## [EXERCISE OBJECTIVE]
Write out every entry, unchanged. Skip any picture.

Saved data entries
+--

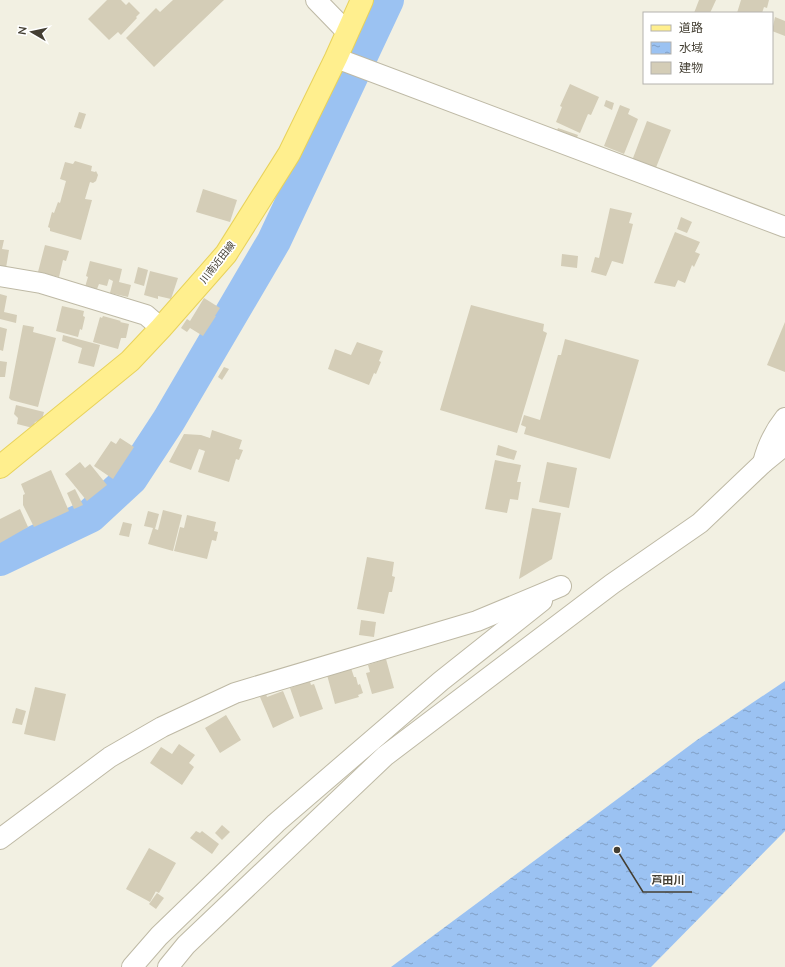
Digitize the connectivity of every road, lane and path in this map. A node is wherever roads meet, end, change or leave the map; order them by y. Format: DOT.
graph roads {
  1 [pos="316,0"];
  2 [pos="362,0"];
  3 [pos="347,32"];
  4 [pos="336,58"];
  5 [pos="785,227"];
  6 [pos="0,276"];
  7 [pos="161,328"];
  8 [pos="785,418"];
  9 [pos="785,445"];
  10 [pos="762,463"];
  11 [pos="0,467"];
  12 [pos="0,839"];
  13 [pos="132,967"];
  14 [pos="168,967"];
  1 -- 3 [label="street"];
  2 -- 3 [label="main road, 川南近田線"];
  3 -- 4 [label="main road, 川南近田線"];
  4 -- 5 [label="street"];
  4 -- 7 [label="main road, 川南近田線"];
  6 -- 7 [label="street"];
  7 -- 11 [label="main road, 川南近田線"];
  8 -- 10 [label="street"];
  9 -- 10 [label="street"];
  10 -- 14 [label="street"];
  12 -- 13 [label="street"];
}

+--

## [YOUR SOLUTION]
Digitize the connectivity of every road, lane and path in this map. A node is wherever roads meet, end, change or leave the map; order them by y. Format: DOT.
graph roads {
  1 [pos="316,0"];
  2 [pos="362,0"];
  3 [pos="347,32"];
  4 [pos="336,58"];
  5 [pos="785,227"];
  6 [pos="0,276"];
  7 [pos="161,328"];
  8 [pos="785,418"];
  9 [pos="785,445"];
  10 [pos="762,463"];
  11 [pos="0,467"];
  12 [pos="0,839"];
  13 [pos="132,967"];
  14 [pos="168,967"];
  1 -- 3 [label="street"];
  2 -- 3 [label="main road, 川南近田線"];
  3 -- 4 [label="main road, 川南近田線"];
  4 -- 5 [label="street"];
  4 -- 7 [label="main road, 川南近田線"];
  6 -- 7 [label="street"];
  7 -- 11 [label="main road, 川南近田線"];
  8 -- 10 [label="street"];
  9 -- 10 [label="street"];
  10 -- 14 [label="street"];
  12 -- 13 [label="street"];
}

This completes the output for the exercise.